Não houve a habitual conferência de imprensa de apresentação da programação do Cineteatro Messias, na Mealhada, mas a informação chegou às redações através de uma nota de imprensa e onde se destacam, nos próximos dois meses, os concertos de Valter Lobo, Camané e Mário Laginha. Na última assembleia municipal, a oposição quis saber a razão de o cartaz não ter sido apresentado da forma habitual e o porquê de na listagem de compromissos plurianuais aparecer um valor de renda referente ao Cineteatro Messias até 2029, tendo o presidente da Autarquia da Mealhada esclarecido que passados 25 anos do contrato de cedência, o Cineteatro Messias passa a pagar uma renda mensal à família proprietária do espaço por mais 25 anos.
«Programação cultural diversificada, com especial destaque para a música e para os três nomes maiores do panorama musical português» é o que o Cineteatro Messias promete para os meses de março e abril. Assim, já para este sábado, dia 7, às 21h30, Valter Lobo sobe ao palco para apresentar o mais recente álbum, «Melancólico Dançante». No dia 14 de março, às 16h00, é apresentado o musical para os mais novos «Menina do Mar», pela Plateia D’ Emoções. Segue-se teatro a 20 de março, pelas 21h30, com a «Memória do Barro», numa encenação da Trigo Limpo Teatro Acert, de Tondela, que convida a uma reflexão sobre a presença e o papel das mulheres no universo da olaria e da cerâmica.
A 28 de março, às 21h30, o Cineteatro Messias assinala o Dia Mundial do Teatro com «Playback», uma criação da companhia local Caixa de Palco, cuja celebração reúne as companhias de teatro concelhias mealhadenses Aguarela de Memórias, Grupo Cénico de Santa Cristina e Oficina de Teatro do Cértima.

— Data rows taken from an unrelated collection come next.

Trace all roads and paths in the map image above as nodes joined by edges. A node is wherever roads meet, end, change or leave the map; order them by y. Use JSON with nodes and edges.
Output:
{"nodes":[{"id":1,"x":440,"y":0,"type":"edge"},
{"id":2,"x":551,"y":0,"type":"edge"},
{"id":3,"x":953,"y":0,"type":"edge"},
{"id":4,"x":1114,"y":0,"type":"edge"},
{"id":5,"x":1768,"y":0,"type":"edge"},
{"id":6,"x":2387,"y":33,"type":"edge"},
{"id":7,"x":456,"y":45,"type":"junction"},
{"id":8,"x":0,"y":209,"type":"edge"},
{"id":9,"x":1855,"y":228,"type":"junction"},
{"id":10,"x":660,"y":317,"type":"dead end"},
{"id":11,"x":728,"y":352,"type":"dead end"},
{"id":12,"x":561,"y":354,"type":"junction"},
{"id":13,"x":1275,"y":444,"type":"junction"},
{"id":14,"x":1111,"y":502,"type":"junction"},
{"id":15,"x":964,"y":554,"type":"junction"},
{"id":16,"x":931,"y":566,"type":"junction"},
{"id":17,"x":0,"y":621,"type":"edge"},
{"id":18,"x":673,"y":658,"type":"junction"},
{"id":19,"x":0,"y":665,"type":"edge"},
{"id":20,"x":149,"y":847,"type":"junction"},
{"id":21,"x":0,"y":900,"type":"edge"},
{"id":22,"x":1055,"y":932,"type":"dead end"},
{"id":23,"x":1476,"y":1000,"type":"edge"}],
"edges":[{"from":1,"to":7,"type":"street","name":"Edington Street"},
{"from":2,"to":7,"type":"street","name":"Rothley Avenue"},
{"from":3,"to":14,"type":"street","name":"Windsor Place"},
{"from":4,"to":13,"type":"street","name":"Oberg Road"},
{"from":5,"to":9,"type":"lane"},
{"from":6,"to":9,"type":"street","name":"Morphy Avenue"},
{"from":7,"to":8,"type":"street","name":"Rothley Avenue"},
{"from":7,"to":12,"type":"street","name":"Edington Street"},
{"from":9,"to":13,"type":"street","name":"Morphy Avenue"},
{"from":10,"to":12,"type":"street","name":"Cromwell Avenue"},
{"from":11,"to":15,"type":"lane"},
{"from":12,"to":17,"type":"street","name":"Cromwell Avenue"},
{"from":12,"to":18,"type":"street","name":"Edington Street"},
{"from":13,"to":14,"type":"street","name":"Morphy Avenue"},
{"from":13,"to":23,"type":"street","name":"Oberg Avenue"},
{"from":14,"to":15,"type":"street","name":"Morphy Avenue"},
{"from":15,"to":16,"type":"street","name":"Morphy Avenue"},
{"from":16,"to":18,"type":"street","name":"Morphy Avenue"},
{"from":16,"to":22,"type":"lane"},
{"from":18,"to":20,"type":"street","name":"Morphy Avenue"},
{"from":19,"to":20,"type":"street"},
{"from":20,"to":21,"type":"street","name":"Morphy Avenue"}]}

A 17 de abril, pelas 21h30, haverá «Cantar de Galo», pelo grupo Mala Voadora, uma peça escrita para Jorge Andrade pelo escritor americano Robert Schenkkan, vencedor dos prémios Pulitzer e Tony.
O fadista Camané subirá ao palco do Cineteatro Messias a 26 de abril, pelas 17h00; e o pianista Mário Laginha a 30 de abril pelas 21h30. «Do teatro para famílias às peças mais elaboradas, passando por concertos de artistas consagrados, queremos proporcionar experiências únicas que aproximem a comunidade da música, do teatro e das artes em geral», realça Filomena Pinheiro, vice-presidente da Autarquia da Mealhada.
A forma como a programação foi apresentada – sem a habitual conferência de imprensa e com recurso às redes sociais – foi questionada pela bancada do PS na última assembleia municipal, algo que António Jorge Franco, presidente da Autarquia, desvalorizou, dando relevância ao facto «de vários espetáculos, naquele espaço, terem casa cheia».
Também a deputada socialista Joana Sá Pereira questionou a verba «de 240 mil euros, até 2029, prevista como renda pelo usufruto do Cineteatro Messias», espaço que tem um contrato de cedência por 50 anos, iniciado em 2001. O autarca referiu que o contrato estabelece a entrega do espaço à Câmara por 50 anos, mas que uma das cláusulas «é que a partir dos 25 anos (de cedência) passa a haver uma renda mensal de cerca de cinco mil euros». «Eu próprio fiquei surpreendido, não estava a contar, mas obviamente que honramos os nossos compromissos», enfatizou. Já sobre o valor acordado, Carlos Cabral, atual presidente da assembleia municipal, recordou que a fórmula do mesmo foi acordada naquele órgão municipal no ano de 2000 ou de 2001.